7 Refining the model

The initial model included several potential predictors of wages. However, as we have seen, not all variables appear to make a statistically significant contribution.

We now refine the model by simplifying it in a systematic way. The aim is to retain variables that meaningfully contribute to explaining wages, while removing those that do not.

A simpler model is often preferable, provided that it does not lead to a loss of important information.

7.1 A structured approach

We remove variables one at a time, rather than all at once. This is important because:

Variables may appear insignificant due to their relationship with other predictors (multicollinearity)
Removing one variable can change the significance of others
Step-by-step refinement allows us to understand how each variable contributes to the model

At each step, we:

Identify the least informative variable (based on p-values and interpretation)
Remove it from the model
Re-estimate the model
Compare results, paying particular attention to the \(R^2_{\text{adj}}\)

The \(R^2_{\text{adj}}\) is especially useful here, as it penalises unnecessary complexity. A good refinement step should ideally maintain or improve the \(R^2_{\text{adj}}\).

7.2 Why do we use \(R^2_{\text{adj}}\)?

When comparing regression models, it is important to understand how model fit behaves as we add more explanatory variables.

The \(R^2\) statistic measures how well the model fits the data. However, it has an important limitation:

As more variables are added to a model, \(R^2\) will always increase or stay the same
It will never decrease, even if the new variables are not useful

In practice, this means that adding irrelevant variables can make a model appear to improve, even when it does not meaningfully explain the outcome.

By contrast, the adjusted \(R^2_{\text{adj}}\) takes into account the number of predictors in the model.
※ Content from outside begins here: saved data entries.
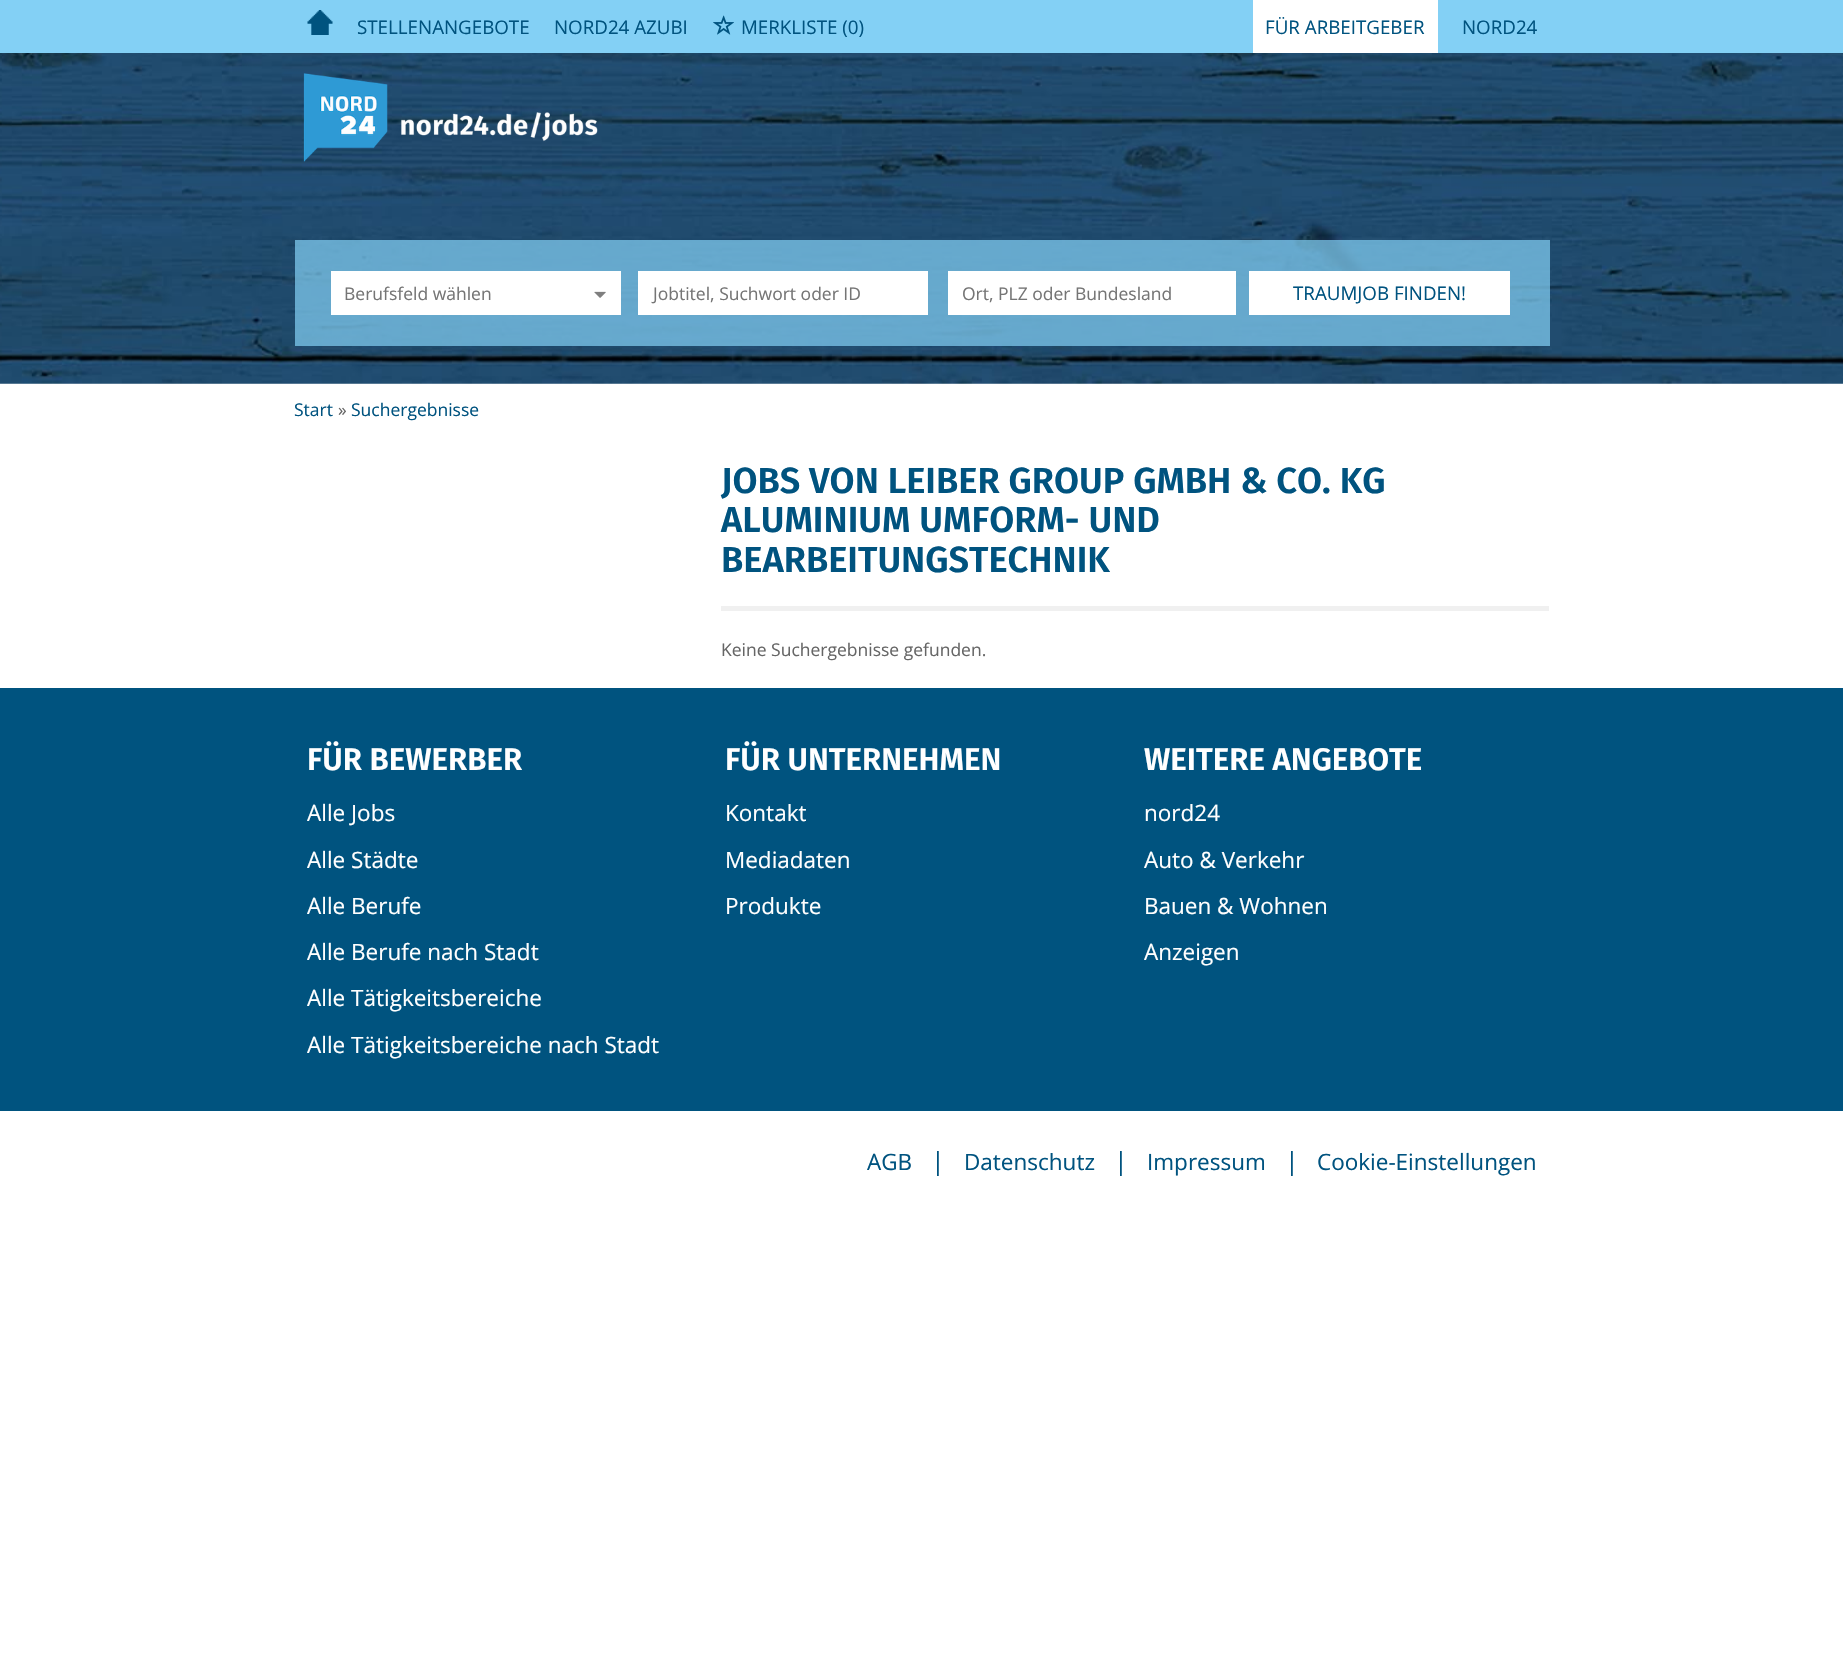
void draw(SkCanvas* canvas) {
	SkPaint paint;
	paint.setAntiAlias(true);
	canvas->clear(0xffffffff);
	paint.setColor(0xff83d0f5);
	canvas->drawRect(SkRect::MakeXYWH(0, 0, 1843, 53), paint);
	canvas->drawImageRect(SkImages::DeferredFromEncodedData(SkData::MakeFromFileName("img1.png")), SkRect::MakeXYWH(307, 10, 26, 25), SkSamplingOptions());
	SkFont f1(fontMgr->matchFamilyStyle("Open Sans", SkFontStyle::Normal()), 18.75);
	f1.setSubpixel(true);
	paint.setColor(0xff00537f);
	canvas->drawString("STELLENANGEBOTE", 357, 34, f1, paint);
	canvas->drawString("NORD24 AZUBI", 554, 34, f1, paint);
	canvas->drawImageRect(SkImages::DeferredFromEncodedData(SkData::MakeFromFileName("img2.png")), SkRect::MakeXYWH(713, 15, 21, 20), SkSamplingOptions());
	canvas->drawString("MERKLISTE (0)", 741, 34, f1, paint);
	paint.setColor(0xffffffff);
	canvas->drawRect(SkRect::MakeXYWH(1253, 0, 185, 53), paint);
	paint.setColor(0xff00537f);
	canvas->drawString("FÜR ARBEITGEBER", 1265, 34, f1, paint);
	canvas->drawString("NORD24", 1462, 34, f1, paint);
	canvas->drawImageRect(SkImages::DeferredFromEncodedData(SkData::MakeFromFileName("img3.png")), SkRect::MakeXYWH(0, 53, 1843, 331), SkSamplingOptions());
	canvas->drawImageRect(SkImages::DeferredFromEncodedData(SkData::MakeFromFileName("img4.png")), SkRect::MakeXYWH(303, 73, 295, 89), SkSamplingOptions());
	paint.setColor(0xb383d0f5);
	canvas->drawRect(SkRect::MakeXYWH(295, 240, 1255, 106), paint);
	paint.setColor(0xffffffff);
	canvas->drawRect(SkRect::MakeXYWH(331, 271, 290, 44), paint);
	SkFont f2(fontMgr->matchFamilyStyle("Open Sans", SkFontStyle::Normal()), 17.5);
	f2.setSubpixel(true);
	paint.setColor(0xff757575);
	canvas->drawString("Berufsfeld wählen", 344, 300, f2, paint);
	canvas->drawImageRect(SkImages::DeferredFromEncodedData(SkData::MakeFromFileName("img5.png")), SkRect::MakeXYWH(594, 291, 12, 7), SkSamplingOptions());
	paint.setColor(0xffffffff);
	canvas->drawRect(SkRect::MakeXYWH(638, 271, 290, 44), paint);
	paint.setColor(0xff757575);
	canvas->drawString("Jobtitel, Suchwort oder ID", 653, 300, f2, paint);
	paint.setColor(0xffffffff);
	canvas->drawRect(SkRect::MakeXYWH(948, 271, 288, 44), paint);
	paint.setColor(0xff757575);
	canvas->drawString("Ort, PLZ oder Bundesland", 962, 300, f2, paint);
	paint.setColor(0xffffffff);
	canvas->drawRect(SkRect::MakeXYWH(1249, 271, 261, 44), paint);
	paint.setColor(0xff00537f);
	canvas->drawString("TRAUMJOB FINDEN!", 1293, 300, f1, paint);
	canvas->drawString("Start", 294, 416, f2, paint);
	paint.setColor(0xff666666);
	canvas->drawString("»", 338, 416, f2, paint);
	paint.setColor(0xff00537f);
	canvas->drawString("Suchergebnisse", 351, 416, f2, paint);
	SkFont f3(fontMgr->matchFamilyStyle("Fira Sans", SkFontStyle(600, SkFontStyle::kNormal_Width, SkFontStyle::kUpright_Slant)), 36.25);
	f3.setSubpixel(true);
	canvas->drawString("JOBS VON LEIBER GROUP GMBH & CO. KG", 721, 493, f3, paint);
	canvas->drawString("ALUMINIUM UMFORM- UND", 721, 532, f3, paint);
	canvas->drawString("BEARBEITUNGSTECHNIK", 721, 572, f3, paint);
	paint.setColor(0xfff0f0f0);
	canvas->drawRect(SkRect::MakeXYWH(721, 606, 828, 5), paint);
	paint.setColor(0xff666666);
	canvas->drawString("Keine Suchergebnisse gefunden.", 721, 656, f2, paint);
	paint.setColor(0xff00537f);
	canvas->drawRect(SkRect::MakeXYWH(0, 688, 1843, 423), paint);
	SkFont f4(fontMgr->matchFamilyStyle("Fira Sans", SkFontStyle(600, SkFontStyle::kNormal_Width, SkFontStyle::kUpright_Slant)), 31.25);
	f4.setSubpixel(true);
	paint.setColor(0xffffffff);
	canvas->drawString("FÜR BEWERBER", 307, 770, f4, paint);
	SkFont f5(fontMgr->matchFamilyStyle("Open Sans", SkFontStyle::Normal()), 22.5);
	f5.setSubpixel(true);
	canvas->drawString("Alle Jobs", 307, 821, f5, paint);
	canvas->drawString("Alle Städte", 307, 868, f5, paint);
	canvas->drawString("Alle Berufe", 307, 914, f5, paint);
	canvas->drawString("Alle Berufe nach Stadt", 307, 960, f5, paint);
	canvas->drawString("Alle Tätigkeitsbereiche", 307, 1006, f5, paint);
	canvas->drawString("Alle Tätigkeitsbereiche nach Stadt", 307, 1053, f5, paint);
	canvas->drawString("FÜR UNTERNEHMEN", 725, 770, f4, paint);
	canvas->drawString("Kontakt", 725, 821, f5, paint);
	canvas->drawString("Mediadaten", 725, 868, f5, paint);
	canvas->drawString("Produkte", 725, 914, f5, paint);
	canvas->drawString("WEITERE ANGEBOTE", 1144, 770, f4, paint);
	canvas->drawString("nord24", 1144, 821, f5, paint);
	canvas->drawString("Auto & Verkehr", 1144, 868, f5, paint);
	canvas->drawString("Bauen & Wohnen", 1144, 914, f5, paint);
	canvas->drawString("Anzeigen", 1144, 960, f5, paint);
	paint.setColor(0xff00537f);
	canvas->drawString("AGB", 867, 1170, f5, paint);
	SkFont f6(fontMgr->matchFamilyStyle("Open Sans", SkFontStyle::Normal()), 25);
	f6.setSubpixel(true);
	canvas->drawString("|", 931, 1170, f6, paint);
	canvas->drawString("Datenschutz", 964, 1170, f5, paint);
	canvas->drawString("|", 1114, 1170, f6, paint);
	canvas->drawString("Impressum", 1147, 1170, f5, paint);
	canvas->drawString("|", 1285, 1170, f6, paint);
	canvas->drawString("Cookie-Einstellungen", 1317, 1170, f5, paint);
}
It is defined as:

\[ R^2_{\text{adj}} = 1 - (1 - R^2)\frac{n - 1}{n - k - 1} \]

where:

\(n\) is the sample size
\(k\) is the number of explanatory variables in the model

Unlike \(R^2\), \(R^2_{\text{adj}}\) penalises the inclusion of unnecessary predictors:

It increases only if a new variable improves the model sufficiently
It can decrease if unnecessary variables are added

This makes adjusted \(R^2_{\text{adj}}\) a more reliable measure when comparing models of different sizes.

Note

\(R^2\) rewards adding variables, even when they are not useful.
\(R^2_{\text{adj}}\) penalises unnecessary complexity.
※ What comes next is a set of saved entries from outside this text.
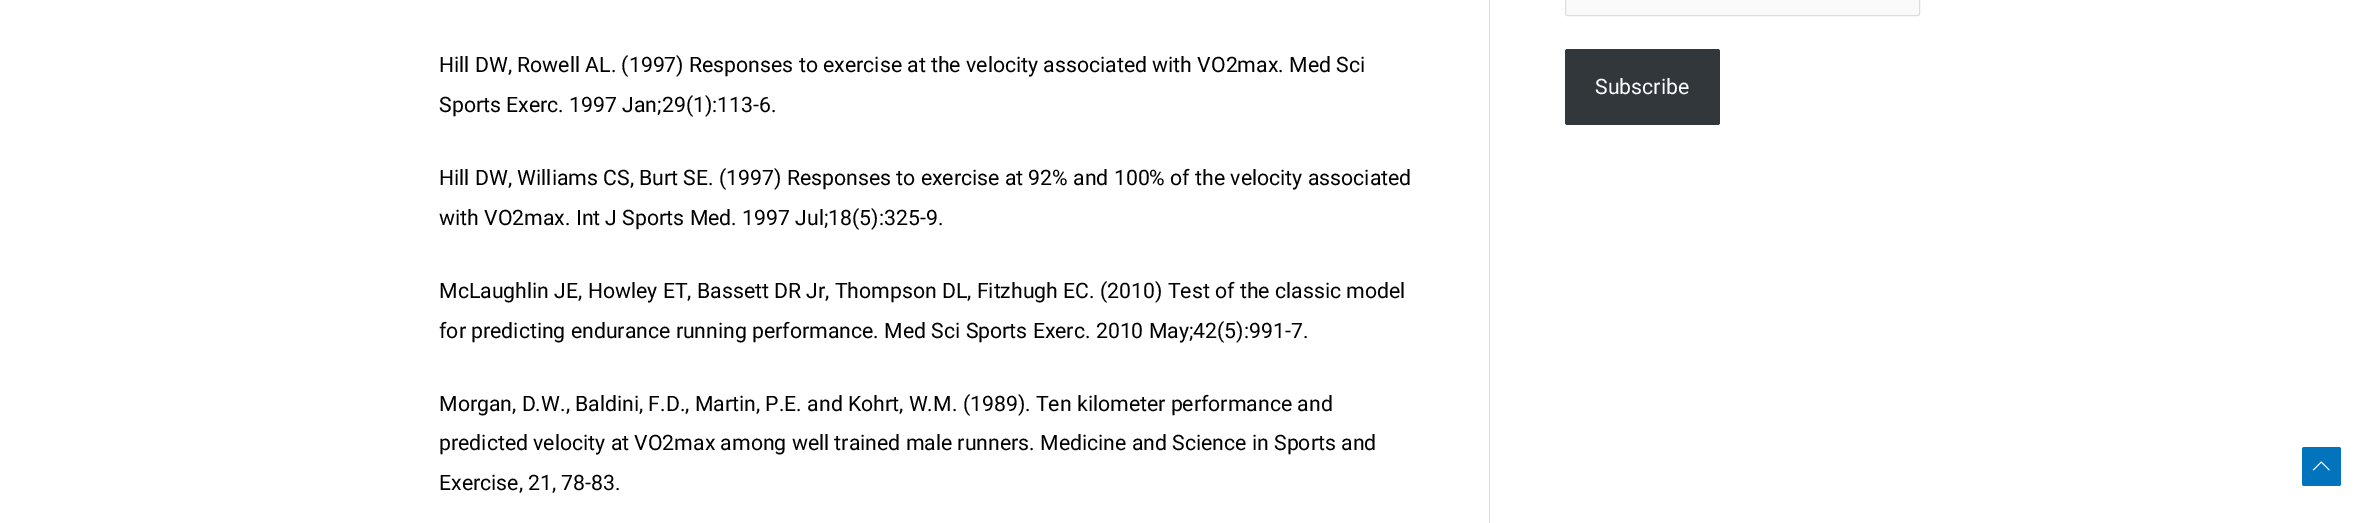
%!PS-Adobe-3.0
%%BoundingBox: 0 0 2378 523
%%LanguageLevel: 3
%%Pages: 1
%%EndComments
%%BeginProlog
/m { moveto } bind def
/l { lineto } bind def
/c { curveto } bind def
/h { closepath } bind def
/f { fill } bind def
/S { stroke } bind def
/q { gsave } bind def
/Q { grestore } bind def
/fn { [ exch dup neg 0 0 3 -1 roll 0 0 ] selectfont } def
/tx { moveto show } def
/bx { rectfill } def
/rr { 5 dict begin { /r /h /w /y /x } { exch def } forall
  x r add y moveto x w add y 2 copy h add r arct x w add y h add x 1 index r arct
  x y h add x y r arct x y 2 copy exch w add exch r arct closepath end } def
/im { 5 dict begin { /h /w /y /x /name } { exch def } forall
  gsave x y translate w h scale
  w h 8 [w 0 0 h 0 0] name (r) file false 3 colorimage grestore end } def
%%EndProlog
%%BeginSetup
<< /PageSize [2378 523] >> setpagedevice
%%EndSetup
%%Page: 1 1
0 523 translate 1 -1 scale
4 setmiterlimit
1 setgray
0 0 2378 523 bx
0.867 setgray
1489 0 1 523 bx
/Roboto-Regular 21.25 fn
0 setgray
(Hill DW, Rowell AL. \(1997\) Responses to exercise at the velocity associated with VO2max. Med Sci) 439 72 tx
(Sports Exerc. 1997 Jan;29\(1\):113-6.) 439 112 tx
(Hill DW, Williams CS, Burt SE. \(1997\) Responses to exercise at 92% and 100% of the velocity associated) 439 185 tx
(with VO2max. Int J Sports Med. 1997 Jul;18\(5\):325-9.) 439 225 tx
(McLaughlin JE, Howley ET, Bassett DR Jr, Thompson DL, Fitzhugh EC. \(2010\) Test of the classic model) 439 298 tx
(for predicting endurance running performance. Med Sci Sports Exerc. 2010 May;42\(5\):991-7.) 439 338 tx
(Morgan, D.W., Baldini, F.D., Martin, P.E. and Kohrt, W.M. \(1989\). Ten kilometer performance and) 439 411 tx
(predicted velocity at VO2max among well trained male runners. Medicine and Science in Sports and) 439 450 tx
(Exercise, 21, 78-83.) 439 490 tx
0.98 setgray
1565.5 -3.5 354 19 2 rr q f Q
0.867 setgray
S
0.196 0.216 0.235 setrgbcolor
1565 49 155 76 2.5 rr f
1 setgray
(Subscribe) 1595 94 tx
0.008 0.455 0.745 setrgbcolor
2339 486 m 2304.5 486 l 2303 486 2302 485 2302 484 c 2302 449.5 l 2302 448 2303 447 2304.5 447 c 2339 447 l 2340 447 2341 448 2341 449.5 c 2341 484 l 2341 485 2340 486 2339 486 c h f
(image0.raw) 2312 461 18 10 im
showpage
%%EOF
As a result, adjusted \(R^2_{\text{adj}}\) is generally preferred when comparing models.

Show/Hide Code

set.seed(123)

n <- 30

# True signal
x1 <- rnorm(n)
y  <- 2 + 2*x1 + rnorm(n, sd = 2)

# Noise predictors
noise <- replicate(20, rnorm(n))
colnames(noise) <- paste0("x", 2:21)

data_sim <- data.frame(y, x1, noise)

# Store values
r2_vals <- numeric(21)
adjr2_vals <- numeric(21)

for (k in 1:21) {
  vars <- names(data_sim)[2:(k+1)]
  form <- as.formula(paste("y ~", paste(vars, collapse = " + ")))
  mod <- lm(form, data = data_sim)
  
  r2_vals[k] <- summary(mod)$r.squared
  adjr2_vals[k] <- summary(mod)$adj.r.squared
}

# Find optimal model (max adjusted R^2)
best_k <- which.max(adjr2_vals)

# Plot
plot(1:21, r2_vals, type = "o", pch = 19,
     ylim = range(c(r2_vals, adjr2_vals)),
     xlab = "Number of predictors",
     ylab = "Model fit",
     main = expression(R^2*" vs Adjusted "*R^2))

lines(1:21, adjr2_vals, type = "o", pch = 17, lty = 2)

# Red vertical line
abline(v = best_k, col = "red", lwd = 2, lty = 2)

# Optional label
text(best_k, max(r2_vals),
     labels = "Best model",
     pos = 4, col = "red")

legend("bottomright",
       legend = c(expression(R^2), expression("Adjusted "*R^2)),
       pch = c(19, 17), lty = c(1, 2))

The red line indicates the point at which the adjusted \(R^2_{\text{adj}}\) reaches its maximum.

This suggests the model with this number of predictors provides the best balance between:

goodness of fit, and
model simplicity.

Beyond this point, adding more variables does not improve the model in a meaningful way.

In fact, if two models have the same \(R^2_{\text{adj}}\) but differ in the number of explanatory variables, we would generally prefer the model with fewer predictors. This is because it achieves the same level of explanatory power while remaining simpler and easier to interpret.

This idea is captured by the principle of parsimony, which plays an important role in model selection.

Note

Model selection principle (parsimony)
Among competing models, we favour the one that explains the data adequately with the smallest number of variables.

8 7.3 Step-by-step model refinement

We now apply the structured approach outlined above to refine our regression model.

From the previous results, we identified variables that do not appear to be statistically significant. We begin by removing the least informative variable and re-estimating the model.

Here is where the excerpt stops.